Добавить в цитаты Настройки чтения

Страница 84 из 127

В 1805 году Гегель, читая курс истории философии, определил себя относительно Шеллинга и Шеллинга относительно науки так, как после они и остались. Замечательно, что вся Германия отстала от Гегеля и уже в наше время смекнула, в чем дело, да и то Шеллинг своим мистическим дурачеством сам привел к критике.

В Иене у Гегеля было очень мало слушателей – его решительно не понимали студенты. Там в 1806 окончил он свою Феноменологию (Розенкранц очень хорошо ее назвал Пургаторием), и когда французы взошли в Иену, он положил в карман рукопись и пошел искать пристанища у Габлера. Тут он видел Наполеона – diese Weltseele[392], как он говорит. «Странное чувство, – продолжает он, – видеть такое лицо: вот эта точка, сидящая на лошади, тут… царит миром». И прибавить следует: в толпе едва заметная фигура, бедный профессор несет в кармане исписанные листы, которые не меньше будут царить, как приказы Наполеона. Жизнь!

Гегель женился в 1811 году и писал в честь своей невесты очень незвучные, но зато очень основательные стихи. В жизни был великий филистер.

Сентябрь месяц.

3. Не знаю, счастие или нет великим людям, что передавать их жизнь всего чаще случается людям ограниченным. Лас-Каз, Эккерман, Розенкранц приносят в свое дело усердие и честность, но ни понятия, ни таланта. Другой иначе воспользовался бы жизнию Гегеля, он представил бы этого человека демоническим явлением, мыслию, поглотившею всю деятельность, но мыслию, носившею религию, науку, искусство, право будущего; у Гегеля внешней жизни не было, одно существование, – он жил в логике, в науке и довлел себе. У него не было друзей. Женившись 40 лет, он перед свадьбой писал к невесте диссертации об обязанностях брака; он отталкивал своим приемом, его улыбка была добродушнее иронией, он не умел говорить. И все это вместе характеризует его в десять раз более, нежели натяжки Розенкранца представить его деятельным ректором, прекрасным приятелем, мужем. Гегель был величайший представитель переворота, долженствовавшего от α до ω провести новое сознание человечества в науке, – в жизни он был ничтожен. К этому, само собою разумеется, много способствовало время, в которое он жил, и страна. Берлин, сверх того, имел на него влияние, в практическом мире Гегель был мещанин. Он не постыдился просить защиту прусского министерства против злой критики, помещенной в прусском журнале; по поводу неделикатной и почти подлой выходки против Фриза он советовал ограничить свободу печатания журнала. Наконец, его преподавание философии права – сколько принесло важной пользы и рассеяло пустую и всеобщую теоретическую демагогию, столько же сделало вреда, защищая с энергией существующее зло и ругаясь, как над величайшей пошлостью, над прекрасной душой юношеских порывов.

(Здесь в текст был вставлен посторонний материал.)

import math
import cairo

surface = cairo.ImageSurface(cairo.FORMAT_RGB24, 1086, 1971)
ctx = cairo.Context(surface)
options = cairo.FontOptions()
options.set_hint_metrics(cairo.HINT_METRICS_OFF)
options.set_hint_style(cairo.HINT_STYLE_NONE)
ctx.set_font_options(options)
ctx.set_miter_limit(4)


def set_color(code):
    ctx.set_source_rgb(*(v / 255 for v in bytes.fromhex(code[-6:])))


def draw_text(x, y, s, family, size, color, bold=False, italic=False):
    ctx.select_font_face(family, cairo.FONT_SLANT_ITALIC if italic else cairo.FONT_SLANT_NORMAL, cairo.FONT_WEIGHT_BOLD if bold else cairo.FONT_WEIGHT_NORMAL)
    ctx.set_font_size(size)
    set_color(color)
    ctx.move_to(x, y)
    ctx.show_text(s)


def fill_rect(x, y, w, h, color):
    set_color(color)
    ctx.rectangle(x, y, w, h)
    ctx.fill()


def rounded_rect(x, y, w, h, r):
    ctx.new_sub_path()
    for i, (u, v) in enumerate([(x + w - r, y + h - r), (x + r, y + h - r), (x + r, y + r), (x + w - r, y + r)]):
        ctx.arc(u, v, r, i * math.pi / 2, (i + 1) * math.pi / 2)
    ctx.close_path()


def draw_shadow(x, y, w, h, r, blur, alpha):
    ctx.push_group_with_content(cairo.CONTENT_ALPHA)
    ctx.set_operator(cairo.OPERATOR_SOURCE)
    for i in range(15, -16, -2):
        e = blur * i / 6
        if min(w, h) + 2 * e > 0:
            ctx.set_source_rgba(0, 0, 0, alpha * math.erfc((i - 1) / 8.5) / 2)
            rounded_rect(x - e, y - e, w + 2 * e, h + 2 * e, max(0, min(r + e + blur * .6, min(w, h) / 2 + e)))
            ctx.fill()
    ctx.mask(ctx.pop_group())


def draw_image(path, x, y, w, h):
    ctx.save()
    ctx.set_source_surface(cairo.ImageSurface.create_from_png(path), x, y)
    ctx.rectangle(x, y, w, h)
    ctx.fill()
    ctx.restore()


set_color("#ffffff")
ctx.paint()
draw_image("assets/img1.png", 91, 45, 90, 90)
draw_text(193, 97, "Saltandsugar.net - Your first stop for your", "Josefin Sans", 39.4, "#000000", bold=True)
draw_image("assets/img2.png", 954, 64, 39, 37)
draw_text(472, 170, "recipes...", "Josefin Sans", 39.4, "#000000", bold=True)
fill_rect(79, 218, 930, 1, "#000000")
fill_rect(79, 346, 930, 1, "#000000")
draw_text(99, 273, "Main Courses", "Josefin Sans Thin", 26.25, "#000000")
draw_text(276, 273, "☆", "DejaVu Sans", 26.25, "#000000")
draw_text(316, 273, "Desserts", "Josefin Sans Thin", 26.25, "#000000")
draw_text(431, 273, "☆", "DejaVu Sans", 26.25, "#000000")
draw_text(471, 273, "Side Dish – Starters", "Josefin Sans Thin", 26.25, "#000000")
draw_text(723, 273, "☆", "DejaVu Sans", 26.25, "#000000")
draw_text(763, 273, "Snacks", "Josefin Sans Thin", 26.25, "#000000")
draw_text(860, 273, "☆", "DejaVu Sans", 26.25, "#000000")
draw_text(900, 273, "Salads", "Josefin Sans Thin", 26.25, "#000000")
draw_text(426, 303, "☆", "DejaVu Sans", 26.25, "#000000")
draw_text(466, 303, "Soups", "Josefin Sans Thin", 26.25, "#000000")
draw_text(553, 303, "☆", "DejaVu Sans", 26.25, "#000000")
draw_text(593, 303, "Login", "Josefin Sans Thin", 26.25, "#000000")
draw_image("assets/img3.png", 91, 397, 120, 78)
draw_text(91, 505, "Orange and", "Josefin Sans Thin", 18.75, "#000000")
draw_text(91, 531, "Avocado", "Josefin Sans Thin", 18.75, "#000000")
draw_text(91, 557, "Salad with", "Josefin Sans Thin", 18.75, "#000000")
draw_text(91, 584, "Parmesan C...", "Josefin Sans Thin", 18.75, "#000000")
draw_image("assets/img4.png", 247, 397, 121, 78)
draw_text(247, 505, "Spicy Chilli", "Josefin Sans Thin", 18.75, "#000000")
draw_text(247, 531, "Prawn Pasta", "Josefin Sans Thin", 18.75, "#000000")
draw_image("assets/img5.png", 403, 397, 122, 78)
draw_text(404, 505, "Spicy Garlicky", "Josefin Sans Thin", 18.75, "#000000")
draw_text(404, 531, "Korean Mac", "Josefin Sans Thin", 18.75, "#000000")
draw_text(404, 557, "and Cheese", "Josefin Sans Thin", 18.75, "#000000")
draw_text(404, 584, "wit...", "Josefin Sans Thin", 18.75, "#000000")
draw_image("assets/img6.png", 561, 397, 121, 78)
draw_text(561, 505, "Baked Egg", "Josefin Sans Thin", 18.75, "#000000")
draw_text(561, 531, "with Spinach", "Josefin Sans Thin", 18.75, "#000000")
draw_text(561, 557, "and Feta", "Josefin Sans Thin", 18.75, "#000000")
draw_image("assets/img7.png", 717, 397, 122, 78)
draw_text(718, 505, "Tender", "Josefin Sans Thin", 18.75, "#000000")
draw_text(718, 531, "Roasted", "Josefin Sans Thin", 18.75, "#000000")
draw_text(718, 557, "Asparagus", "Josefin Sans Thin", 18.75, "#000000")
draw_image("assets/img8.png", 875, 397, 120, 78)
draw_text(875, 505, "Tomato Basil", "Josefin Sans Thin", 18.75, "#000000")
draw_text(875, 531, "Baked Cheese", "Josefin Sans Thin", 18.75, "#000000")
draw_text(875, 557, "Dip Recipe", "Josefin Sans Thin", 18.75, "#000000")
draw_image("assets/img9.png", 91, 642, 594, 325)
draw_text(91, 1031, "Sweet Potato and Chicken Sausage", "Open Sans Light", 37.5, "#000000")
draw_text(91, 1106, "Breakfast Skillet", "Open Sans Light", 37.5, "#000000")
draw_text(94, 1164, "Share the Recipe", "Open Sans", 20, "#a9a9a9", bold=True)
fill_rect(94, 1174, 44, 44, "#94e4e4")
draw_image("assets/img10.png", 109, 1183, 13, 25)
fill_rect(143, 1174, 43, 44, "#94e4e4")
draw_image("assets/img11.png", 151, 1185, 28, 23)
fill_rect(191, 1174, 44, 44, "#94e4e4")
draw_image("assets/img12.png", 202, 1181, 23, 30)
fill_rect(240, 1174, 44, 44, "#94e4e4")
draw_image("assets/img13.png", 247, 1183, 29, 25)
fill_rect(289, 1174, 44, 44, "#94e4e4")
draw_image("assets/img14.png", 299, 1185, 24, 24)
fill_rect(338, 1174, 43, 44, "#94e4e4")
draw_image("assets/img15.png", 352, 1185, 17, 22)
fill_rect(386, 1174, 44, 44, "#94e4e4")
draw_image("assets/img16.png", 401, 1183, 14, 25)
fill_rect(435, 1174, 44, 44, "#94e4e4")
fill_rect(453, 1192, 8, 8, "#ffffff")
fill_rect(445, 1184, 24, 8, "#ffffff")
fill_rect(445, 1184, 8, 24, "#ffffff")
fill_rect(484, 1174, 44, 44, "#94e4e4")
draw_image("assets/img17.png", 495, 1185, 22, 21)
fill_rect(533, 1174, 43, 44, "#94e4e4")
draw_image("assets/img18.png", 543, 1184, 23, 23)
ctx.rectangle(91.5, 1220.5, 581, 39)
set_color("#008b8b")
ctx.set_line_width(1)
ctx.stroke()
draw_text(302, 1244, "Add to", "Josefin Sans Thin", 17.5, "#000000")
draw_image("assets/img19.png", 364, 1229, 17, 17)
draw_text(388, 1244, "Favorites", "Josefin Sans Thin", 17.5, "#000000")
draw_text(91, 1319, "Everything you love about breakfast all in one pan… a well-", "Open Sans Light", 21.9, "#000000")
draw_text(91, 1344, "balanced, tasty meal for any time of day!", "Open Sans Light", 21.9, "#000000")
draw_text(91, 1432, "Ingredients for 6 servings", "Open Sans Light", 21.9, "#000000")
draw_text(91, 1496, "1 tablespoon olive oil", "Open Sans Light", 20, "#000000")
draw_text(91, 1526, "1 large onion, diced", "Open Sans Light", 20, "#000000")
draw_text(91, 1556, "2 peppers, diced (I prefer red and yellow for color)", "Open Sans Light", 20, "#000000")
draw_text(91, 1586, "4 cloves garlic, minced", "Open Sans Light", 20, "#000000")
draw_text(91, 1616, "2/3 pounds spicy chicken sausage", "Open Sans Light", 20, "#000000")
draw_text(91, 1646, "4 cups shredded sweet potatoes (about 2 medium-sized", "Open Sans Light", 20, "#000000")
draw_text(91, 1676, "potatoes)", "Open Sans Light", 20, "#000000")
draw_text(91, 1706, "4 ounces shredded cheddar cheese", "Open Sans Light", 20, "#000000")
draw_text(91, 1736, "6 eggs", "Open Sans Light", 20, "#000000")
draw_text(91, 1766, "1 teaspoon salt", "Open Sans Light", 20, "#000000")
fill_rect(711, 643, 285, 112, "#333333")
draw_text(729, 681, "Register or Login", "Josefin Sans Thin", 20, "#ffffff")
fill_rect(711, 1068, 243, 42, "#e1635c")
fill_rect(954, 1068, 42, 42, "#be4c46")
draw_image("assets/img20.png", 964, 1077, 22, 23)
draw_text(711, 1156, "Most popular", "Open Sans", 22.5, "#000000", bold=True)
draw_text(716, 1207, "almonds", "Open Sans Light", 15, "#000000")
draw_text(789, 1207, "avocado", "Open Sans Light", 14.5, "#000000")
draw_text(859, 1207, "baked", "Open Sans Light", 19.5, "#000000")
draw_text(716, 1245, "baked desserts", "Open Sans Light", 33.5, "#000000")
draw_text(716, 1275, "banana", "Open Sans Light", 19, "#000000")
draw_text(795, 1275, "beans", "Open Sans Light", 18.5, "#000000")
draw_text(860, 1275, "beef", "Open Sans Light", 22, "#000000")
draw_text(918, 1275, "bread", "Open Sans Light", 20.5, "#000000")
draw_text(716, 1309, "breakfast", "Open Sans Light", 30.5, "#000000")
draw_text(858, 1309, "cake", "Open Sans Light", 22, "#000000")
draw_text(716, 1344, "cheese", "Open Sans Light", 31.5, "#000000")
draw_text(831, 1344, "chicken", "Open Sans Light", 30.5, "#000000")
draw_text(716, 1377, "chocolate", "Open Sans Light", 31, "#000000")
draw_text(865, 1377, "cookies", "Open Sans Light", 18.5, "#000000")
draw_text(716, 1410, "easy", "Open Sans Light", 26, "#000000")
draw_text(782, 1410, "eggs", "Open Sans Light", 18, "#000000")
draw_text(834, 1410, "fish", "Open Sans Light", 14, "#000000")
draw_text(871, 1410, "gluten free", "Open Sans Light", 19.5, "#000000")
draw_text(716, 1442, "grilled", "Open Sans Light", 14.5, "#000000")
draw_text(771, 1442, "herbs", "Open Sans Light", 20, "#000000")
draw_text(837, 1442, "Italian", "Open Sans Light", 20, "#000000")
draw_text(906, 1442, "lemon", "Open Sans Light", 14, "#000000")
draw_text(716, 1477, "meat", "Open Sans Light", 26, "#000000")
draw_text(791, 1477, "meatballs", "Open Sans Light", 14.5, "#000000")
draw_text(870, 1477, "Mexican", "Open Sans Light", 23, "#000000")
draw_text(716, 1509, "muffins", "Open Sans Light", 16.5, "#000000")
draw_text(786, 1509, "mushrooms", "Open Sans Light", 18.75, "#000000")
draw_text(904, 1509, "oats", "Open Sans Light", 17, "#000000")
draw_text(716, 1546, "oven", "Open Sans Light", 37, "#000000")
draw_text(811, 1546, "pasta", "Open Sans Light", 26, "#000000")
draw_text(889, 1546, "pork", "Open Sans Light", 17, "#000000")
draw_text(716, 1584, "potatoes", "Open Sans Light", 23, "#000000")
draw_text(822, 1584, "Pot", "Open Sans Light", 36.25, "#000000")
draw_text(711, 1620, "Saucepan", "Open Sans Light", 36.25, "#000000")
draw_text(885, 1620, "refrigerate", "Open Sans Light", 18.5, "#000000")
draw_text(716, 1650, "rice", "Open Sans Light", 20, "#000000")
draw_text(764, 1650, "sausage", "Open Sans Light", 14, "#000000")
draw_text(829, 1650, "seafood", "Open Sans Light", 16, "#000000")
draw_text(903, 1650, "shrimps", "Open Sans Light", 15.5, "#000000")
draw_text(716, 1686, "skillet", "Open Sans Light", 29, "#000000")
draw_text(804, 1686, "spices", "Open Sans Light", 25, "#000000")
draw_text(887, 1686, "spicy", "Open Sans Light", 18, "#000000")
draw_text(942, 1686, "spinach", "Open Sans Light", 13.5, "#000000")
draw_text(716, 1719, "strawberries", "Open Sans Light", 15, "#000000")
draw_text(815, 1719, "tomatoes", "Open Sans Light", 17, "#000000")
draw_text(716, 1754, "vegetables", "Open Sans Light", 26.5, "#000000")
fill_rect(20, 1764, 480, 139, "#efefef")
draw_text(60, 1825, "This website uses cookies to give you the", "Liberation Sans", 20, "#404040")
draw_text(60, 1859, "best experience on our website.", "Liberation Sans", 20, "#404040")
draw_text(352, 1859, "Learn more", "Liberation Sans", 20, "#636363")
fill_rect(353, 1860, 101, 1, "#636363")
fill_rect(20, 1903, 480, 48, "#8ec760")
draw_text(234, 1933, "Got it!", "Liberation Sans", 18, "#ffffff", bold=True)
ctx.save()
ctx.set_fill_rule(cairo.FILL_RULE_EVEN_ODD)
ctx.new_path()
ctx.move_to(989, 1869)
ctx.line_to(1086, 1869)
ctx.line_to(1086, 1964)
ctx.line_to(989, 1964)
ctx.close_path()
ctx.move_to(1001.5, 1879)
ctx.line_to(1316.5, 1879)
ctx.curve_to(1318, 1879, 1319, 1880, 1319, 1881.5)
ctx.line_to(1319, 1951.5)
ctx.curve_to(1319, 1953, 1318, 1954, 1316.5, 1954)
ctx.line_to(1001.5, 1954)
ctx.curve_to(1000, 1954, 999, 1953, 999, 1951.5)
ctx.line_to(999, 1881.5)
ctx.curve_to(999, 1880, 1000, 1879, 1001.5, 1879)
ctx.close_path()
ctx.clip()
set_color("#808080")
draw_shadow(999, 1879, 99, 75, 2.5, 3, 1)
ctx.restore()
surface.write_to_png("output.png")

4. Пора ехать в Москву, а смерть не хочется. Здесь жизнь как-то чище и благороднее. Действительного деяния, на которое мы бы были призваны, нет; выдыхаться в вечном плаче, в сосредоточенной скорби не есть дело. Что же мне делать в Москве? Быть тут – зачем? Два, три близких человека и толпа – глупая, гадкая. Когда я смотрю на бедных крестьян, у меня сердце обливается кровью, я стыжусь своих прав, стыжусь, что и я долею способствую заедать их жизнь, и этот стыд поднимает душу и не бесплоден: тут на бедной, жалкой скале я могу что-нибудь сделать. А та толпа вселяет презрение, она не голодна – она сыта и рада, что сыта. О, если б где-нибудь в теплом краю год, два пожить, пожить деятельно мыслию и сердцем, но без толпы. Мне даже люди выше обыкновенных в Москве начинают быть противны: этот суетный, 40-летний парень Хомяков, просмеявшийся целую жизнь и ловивший нелепый призрак руссо-византийской церкви, делающейся всемирной, повторяющий одно и то же, погубивший в себе гигантскую способность, и Аксаков, безумный о Москве, ожидающий не нынче-завтра воскресение старинной Руси, перенесение столиц и чорт знает что. Даже И. В. Киреевский странен при всем благородстве. Белинский прав. Нет мира и совета с людьми до того розными. A propos, в «Allgemeine Zeitung» выписка из статьи Белинского о «Парижских тайнах», и именно они напали на то, что меня остановило: у нас нельзя таким образом хвалить сытость (тем более, что и она очень апокрифна) и ругать революцию 30 года – опять impasse[393], опять бросит он на себя подозрение в сервильности.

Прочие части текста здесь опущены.